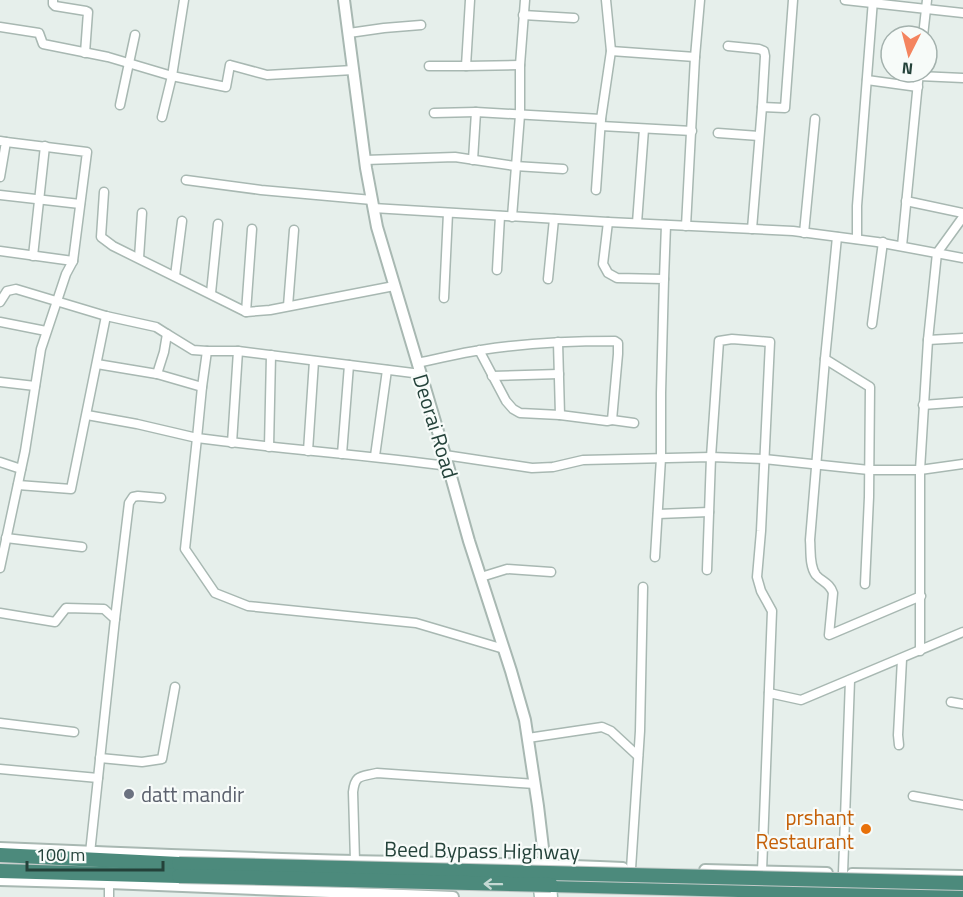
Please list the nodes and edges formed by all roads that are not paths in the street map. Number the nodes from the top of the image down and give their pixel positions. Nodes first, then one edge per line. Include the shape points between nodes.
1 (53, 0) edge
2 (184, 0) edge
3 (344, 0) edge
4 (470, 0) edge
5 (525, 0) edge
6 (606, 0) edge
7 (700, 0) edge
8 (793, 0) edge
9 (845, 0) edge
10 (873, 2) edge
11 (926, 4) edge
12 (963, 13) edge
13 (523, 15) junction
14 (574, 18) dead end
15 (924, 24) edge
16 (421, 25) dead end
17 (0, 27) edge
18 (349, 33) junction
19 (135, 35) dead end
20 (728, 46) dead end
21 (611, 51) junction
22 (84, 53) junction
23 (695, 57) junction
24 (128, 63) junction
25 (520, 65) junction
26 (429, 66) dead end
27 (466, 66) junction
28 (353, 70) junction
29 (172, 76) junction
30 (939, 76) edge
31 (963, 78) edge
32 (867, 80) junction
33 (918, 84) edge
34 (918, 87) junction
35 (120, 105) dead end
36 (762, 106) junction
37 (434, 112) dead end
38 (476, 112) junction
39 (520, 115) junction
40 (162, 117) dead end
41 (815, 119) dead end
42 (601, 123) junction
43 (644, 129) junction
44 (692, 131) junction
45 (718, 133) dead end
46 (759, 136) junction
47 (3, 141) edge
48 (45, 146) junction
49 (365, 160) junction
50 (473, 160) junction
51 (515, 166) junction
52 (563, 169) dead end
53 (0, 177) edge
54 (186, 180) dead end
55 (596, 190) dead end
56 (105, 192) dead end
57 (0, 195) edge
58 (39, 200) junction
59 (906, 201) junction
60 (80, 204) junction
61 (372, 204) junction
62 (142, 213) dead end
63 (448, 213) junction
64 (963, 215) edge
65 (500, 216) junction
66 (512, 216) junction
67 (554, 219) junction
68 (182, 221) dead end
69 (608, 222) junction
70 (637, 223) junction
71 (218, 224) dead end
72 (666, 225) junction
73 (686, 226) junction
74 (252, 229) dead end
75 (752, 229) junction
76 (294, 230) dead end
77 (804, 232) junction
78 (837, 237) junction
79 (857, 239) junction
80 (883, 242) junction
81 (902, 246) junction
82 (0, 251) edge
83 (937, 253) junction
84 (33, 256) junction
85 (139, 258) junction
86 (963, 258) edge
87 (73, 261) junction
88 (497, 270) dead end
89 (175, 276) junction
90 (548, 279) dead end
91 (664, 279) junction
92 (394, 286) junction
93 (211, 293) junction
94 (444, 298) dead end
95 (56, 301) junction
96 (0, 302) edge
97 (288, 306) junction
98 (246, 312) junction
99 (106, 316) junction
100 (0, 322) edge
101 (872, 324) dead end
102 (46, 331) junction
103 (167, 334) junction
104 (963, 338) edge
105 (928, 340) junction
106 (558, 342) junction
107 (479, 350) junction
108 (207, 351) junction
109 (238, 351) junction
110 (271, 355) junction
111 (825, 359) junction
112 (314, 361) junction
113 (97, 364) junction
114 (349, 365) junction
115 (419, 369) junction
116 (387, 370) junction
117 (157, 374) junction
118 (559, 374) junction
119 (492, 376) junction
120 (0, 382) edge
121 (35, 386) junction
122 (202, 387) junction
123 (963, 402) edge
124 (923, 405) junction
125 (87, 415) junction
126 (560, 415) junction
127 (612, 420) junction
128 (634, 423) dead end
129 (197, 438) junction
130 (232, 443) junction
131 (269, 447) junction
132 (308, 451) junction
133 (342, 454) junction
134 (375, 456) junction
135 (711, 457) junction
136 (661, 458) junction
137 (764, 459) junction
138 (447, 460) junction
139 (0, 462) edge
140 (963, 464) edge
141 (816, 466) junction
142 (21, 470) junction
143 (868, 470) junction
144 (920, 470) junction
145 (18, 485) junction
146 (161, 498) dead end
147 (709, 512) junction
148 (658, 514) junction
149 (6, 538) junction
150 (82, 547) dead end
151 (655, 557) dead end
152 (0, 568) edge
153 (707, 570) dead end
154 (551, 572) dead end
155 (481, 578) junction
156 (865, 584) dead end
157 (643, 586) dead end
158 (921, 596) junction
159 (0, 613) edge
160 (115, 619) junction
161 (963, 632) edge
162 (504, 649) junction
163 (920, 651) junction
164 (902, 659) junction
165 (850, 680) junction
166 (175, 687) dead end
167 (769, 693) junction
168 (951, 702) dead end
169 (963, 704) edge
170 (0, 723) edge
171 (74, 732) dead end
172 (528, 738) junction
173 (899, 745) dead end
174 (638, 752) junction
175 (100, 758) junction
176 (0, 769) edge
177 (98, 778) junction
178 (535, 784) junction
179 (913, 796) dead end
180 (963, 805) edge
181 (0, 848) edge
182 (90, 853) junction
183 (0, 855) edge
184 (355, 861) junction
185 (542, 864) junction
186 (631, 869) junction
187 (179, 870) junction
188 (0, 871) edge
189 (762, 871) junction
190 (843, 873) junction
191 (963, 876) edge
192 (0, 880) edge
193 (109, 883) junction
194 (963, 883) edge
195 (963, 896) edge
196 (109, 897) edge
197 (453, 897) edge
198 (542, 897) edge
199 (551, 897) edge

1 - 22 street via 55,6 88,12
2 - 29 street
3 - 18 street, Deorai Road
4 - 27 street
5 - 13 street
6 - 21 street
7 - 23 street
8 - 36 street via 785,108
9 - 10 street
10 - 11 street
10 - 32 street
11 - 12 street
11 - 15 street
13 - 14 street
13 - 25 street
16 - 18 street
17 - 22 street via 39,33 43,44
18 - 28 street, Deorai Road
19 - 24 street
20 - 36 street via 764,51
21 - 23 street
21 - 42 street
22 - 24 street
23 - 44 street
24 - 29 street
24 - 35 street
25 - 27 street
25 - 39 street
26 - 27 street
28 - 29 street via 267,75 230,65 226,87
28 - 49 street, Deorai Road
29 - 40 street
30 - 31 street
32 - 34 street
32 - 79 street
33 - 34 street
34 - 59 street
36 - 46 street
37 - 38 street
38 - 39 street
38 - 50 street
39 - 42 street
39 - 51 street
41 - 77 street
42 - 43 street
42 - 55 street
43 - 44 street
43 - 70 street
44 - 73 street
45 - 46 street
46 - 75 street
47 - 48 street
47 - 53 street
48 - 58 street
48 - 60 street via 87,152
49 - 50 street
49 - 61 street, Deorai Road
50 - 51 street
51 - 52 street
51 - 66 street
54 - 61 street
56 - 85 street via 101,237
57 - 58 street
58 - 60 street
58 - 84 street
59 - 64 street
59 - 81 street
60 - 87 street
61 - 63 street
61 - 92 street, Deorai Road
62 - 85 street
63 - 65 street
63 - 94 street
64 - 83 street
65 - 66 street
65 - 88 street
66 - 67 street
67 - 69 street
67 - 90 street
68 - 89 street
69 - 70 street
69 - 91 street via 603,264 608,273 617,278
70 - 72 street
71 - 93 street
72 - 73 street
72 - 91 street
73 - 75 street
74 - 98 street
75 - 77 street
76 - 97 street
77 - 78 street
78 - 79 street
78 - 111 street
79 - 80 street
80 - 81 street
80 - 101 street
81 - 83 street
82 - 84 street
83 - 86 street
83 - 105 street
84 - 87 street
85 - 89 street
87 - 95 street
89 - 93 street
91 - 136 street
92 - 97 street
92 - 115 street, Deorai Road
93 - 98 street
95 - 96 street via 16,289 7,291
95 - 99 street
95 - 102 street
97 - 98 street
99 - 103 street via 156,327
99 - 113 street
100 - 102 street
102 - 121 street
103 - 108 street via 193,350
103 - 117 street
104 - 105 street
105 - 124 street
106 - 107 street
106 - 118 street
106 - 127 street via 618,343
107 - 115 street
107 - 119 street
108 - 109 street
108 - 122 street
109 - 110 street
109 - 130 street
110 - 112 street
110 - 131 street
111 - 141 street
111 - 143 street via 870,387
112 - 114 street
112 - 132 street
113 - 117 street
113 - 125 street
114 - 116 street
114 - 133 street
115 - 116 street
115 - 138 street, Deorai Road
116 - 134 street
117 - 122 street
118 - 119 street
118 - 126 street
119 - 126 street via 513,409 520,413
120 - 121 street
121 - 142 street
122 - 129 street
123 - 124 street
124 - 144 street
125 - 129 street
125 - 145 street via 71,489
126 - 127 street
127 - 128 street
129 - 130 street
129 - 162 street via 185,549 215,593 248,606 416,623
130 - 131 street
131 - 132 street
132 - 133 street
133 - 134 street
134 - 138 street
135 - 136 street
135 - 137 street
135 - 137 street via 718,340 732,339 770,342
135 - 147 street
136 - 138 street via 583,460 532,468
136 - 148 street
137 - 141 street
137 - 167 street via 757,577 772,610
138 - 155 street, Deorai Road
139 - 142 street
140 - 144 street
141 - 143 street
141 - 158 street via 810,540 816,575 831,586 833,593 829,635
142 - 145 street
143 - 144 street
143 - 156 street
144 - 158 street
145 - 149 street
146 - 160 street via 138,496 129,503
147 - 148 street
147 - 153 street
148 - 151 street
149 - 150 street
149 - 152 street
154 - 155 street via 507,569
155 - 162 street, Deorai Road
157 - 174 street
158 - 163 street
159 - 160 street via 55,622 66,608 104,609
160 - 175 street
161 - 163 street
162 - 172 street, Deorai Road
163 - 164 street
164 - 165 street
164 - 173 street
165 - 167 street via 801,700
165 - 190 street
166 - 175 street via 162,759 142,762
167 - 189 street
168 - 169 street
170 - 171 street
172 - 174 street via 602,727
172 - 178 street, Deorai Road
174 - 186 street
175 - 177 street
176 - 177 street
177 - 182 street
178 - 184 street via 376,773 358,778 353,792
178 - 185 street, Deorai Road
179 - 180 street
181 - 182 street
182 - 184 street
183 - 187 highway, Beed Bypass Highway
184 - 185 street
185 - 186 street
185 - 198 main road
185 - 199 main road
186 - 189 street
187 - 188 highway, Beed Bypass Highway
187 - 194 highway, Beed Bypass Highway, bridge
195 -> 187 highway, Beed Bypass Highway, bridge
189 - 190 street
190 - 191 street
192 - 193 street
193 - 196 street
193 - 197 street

******

> **Assigned task**
In the material, count each line that holds the string "Beed", and report only how many there are.

> **Answer below**
4